- [Directions]
Give every entry again, unchanged, and leave its images out.

- [Provided information]
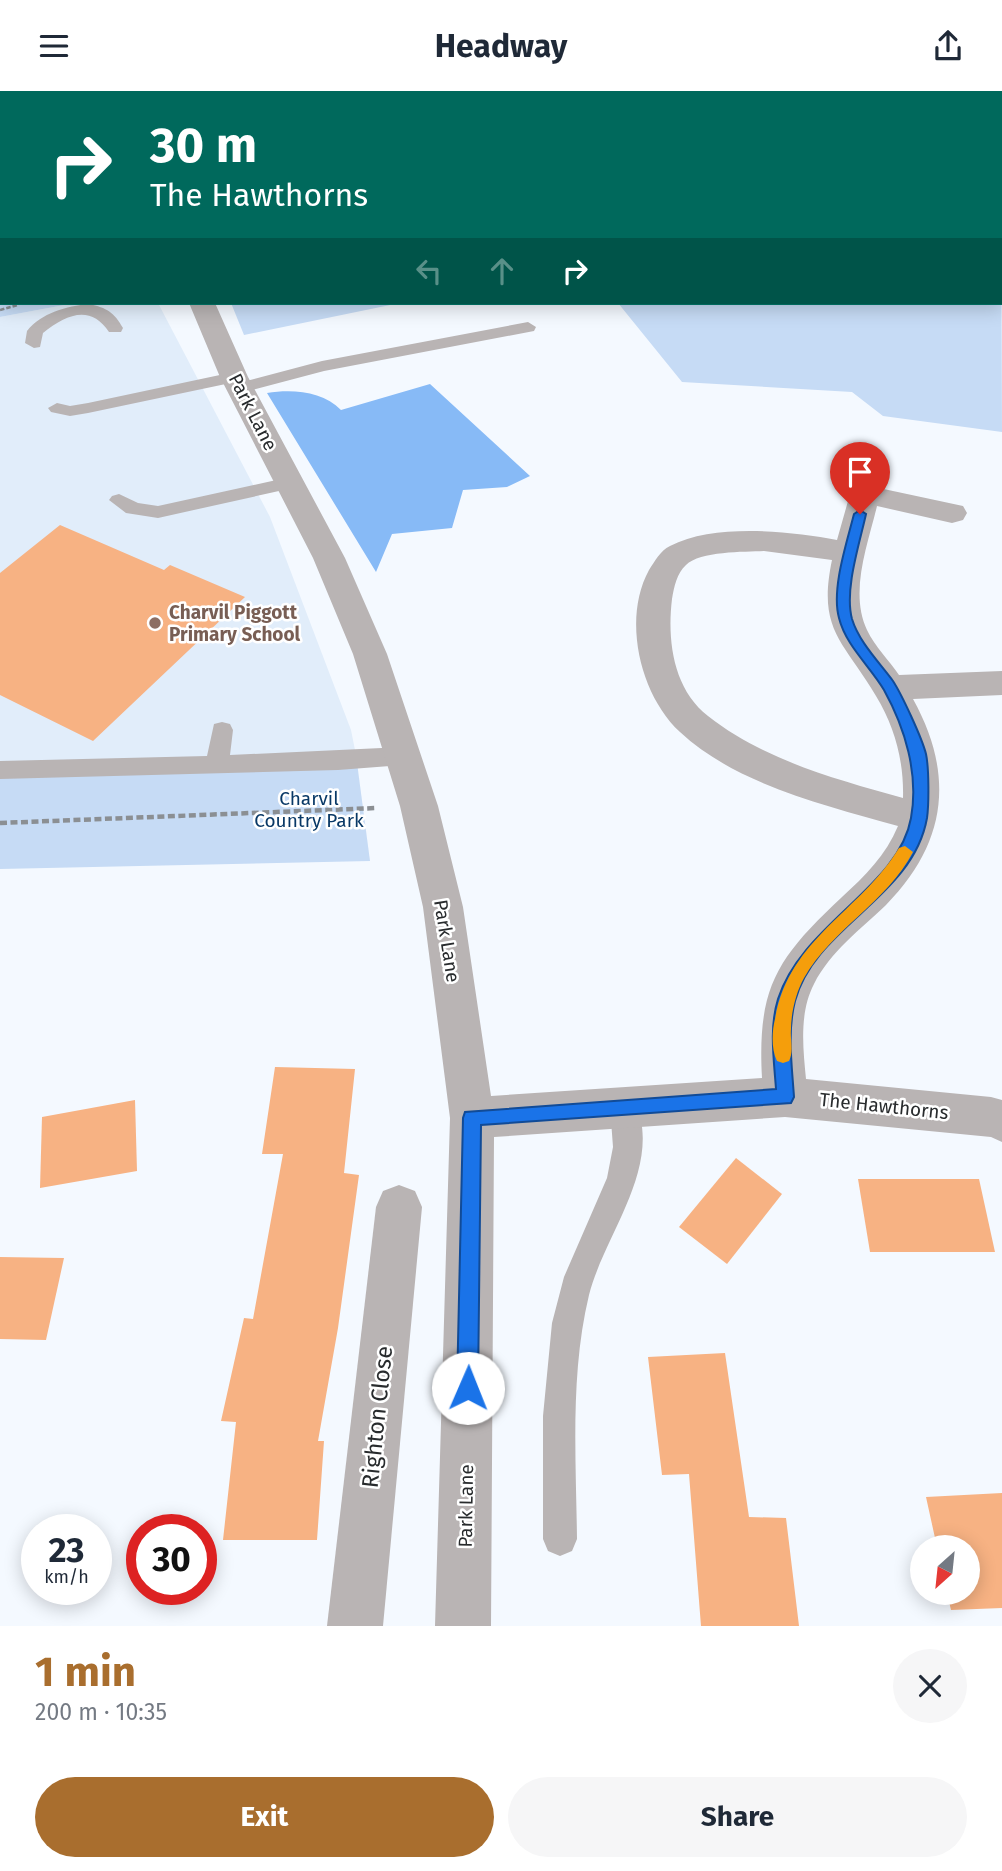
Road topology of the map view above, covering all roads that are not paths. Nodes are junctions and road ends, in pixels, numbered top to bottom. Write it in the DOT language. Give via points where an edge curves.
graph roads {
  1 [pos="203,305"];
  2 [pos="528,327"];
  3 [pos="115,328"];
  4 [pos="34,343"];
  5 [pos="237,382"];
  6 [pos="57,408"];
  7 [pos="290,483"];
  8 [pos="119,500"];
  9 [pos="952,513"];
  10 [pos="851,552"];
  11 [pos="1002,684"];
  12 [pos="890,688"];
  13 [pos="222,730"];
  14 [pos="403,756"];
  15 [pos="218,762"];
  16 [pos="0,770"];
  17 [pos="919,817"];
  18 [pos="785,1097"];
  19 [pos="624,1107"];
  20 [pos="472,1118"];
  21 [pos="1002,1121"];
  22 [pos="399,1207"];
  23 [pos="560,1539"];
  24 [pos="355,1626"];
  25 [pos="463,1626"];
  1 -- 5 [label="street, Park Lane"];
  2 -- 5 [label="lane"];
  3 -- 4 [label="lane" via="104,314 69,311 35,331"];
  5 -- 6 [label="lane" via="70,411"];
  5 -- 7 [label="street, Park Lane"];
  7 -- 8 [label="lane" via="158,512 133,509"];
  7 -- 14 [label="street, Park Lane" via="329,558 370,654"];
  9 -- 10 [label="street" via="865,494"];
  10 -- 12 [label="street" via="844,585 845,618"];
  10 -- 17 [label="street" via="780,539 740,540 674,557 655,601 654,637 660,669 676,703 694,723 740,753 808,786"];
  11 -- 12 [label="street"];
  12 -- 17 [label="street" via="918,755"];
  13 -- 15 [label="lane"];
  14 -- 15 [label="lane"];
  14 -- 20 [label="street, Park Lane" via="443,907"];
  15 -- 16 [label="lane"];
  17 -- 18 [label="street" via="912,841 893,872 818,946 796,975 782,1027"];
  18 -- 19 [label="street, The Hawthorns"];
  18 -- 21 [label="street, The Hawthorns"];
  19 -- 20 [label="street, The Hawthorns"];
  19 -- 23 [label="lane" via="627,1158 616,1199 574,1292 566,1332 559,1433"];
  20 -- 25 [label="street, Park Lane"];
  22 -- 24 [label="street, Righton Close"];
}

- [Output below]
Road topology of the map view above, covering all roads that are not paths. Nodes are junctions and road ends, in pixels, numbered top to bottom. Write it in the DOT language. Give via points where an edge curves.
graph roads {
  1 [pos="203,305"];
  2 [pos="528,327"];
  3 [pos="115,328"];
  4 [pos="34,343"];
  5 [pos="237,382"];
  6 [pos="57,408"];
  7 [pos="290,483"];
  8 [pos="119,500"];
  9 [pos="952,513"];
  10 [pos="851,552"];
  11 [pos="1002,684"];
  12 [pos="890,688"];
  13 [pos="222,730"];
  14 [pos="403,756"];
  15 [pos="218,762"];
  16 [pos="0,770"];
  17 [pos="919,817"];
  18 [pos="785,1097"];
  19 [pos="624,1107"];
  20 [pos="472,1118"];
  21 [pos="1002,1121"];
  22 [pos="399,1207"];
  23 [pos="560,1539"];
  24 [pos="355,1626"];
  25 [pos="463,1626"];
  1 -- 5 [label="street, Park Lane"];
  2 -- 5 [label="lane"];
  3 -- 4 [label="lane" via="104,314 69,311 35,331"];
  5 -- 6 [label="lane" via="70,411"];
  5 -- 7 [label="street, Park Lane"];
  7 -- 8 [label="lane" via="158,512 133,509"];
  7 -- 14 [label="street, Park Lane" via="329,558 370,654"];
  9 -- 10 [label="street" via="865,494"];
  10 -- 12 [label="street" via="844,585 845,618"];
  10 -- 17 [label="street" via="780,539 740,540 674,557 655,601 654,637 660,669 676,703 694,723 740,753 808,786"];
  11 -- 12 [label="street"];
  12 -- 17 [label="street" via="918,755"];
  13 -- 15 [label="lane"];
  14 -- 15 [label="lane"];
  14 -- 20 [label="street, Park Lane" via="443,907"];
  15 -- 16 [label="lane"];
  17 -- 18 [label="street" via="912,841 893,872 818,946 796,975 782,1027"];
  18 -- 19 [label="street, The Hawthorns"];
  18 -- 21 [label="street, The Hawthorns"];
  19 -- 20 [label="street, The Hawthorns"];
  19 -- 23 [label="lane" via="627,1158 616,1199 574,1292 566,1332 559,1433"];
  20 -- 25 [label="street, Park Lane"];
  22 -- 24 [label="street, Righton Close"];
}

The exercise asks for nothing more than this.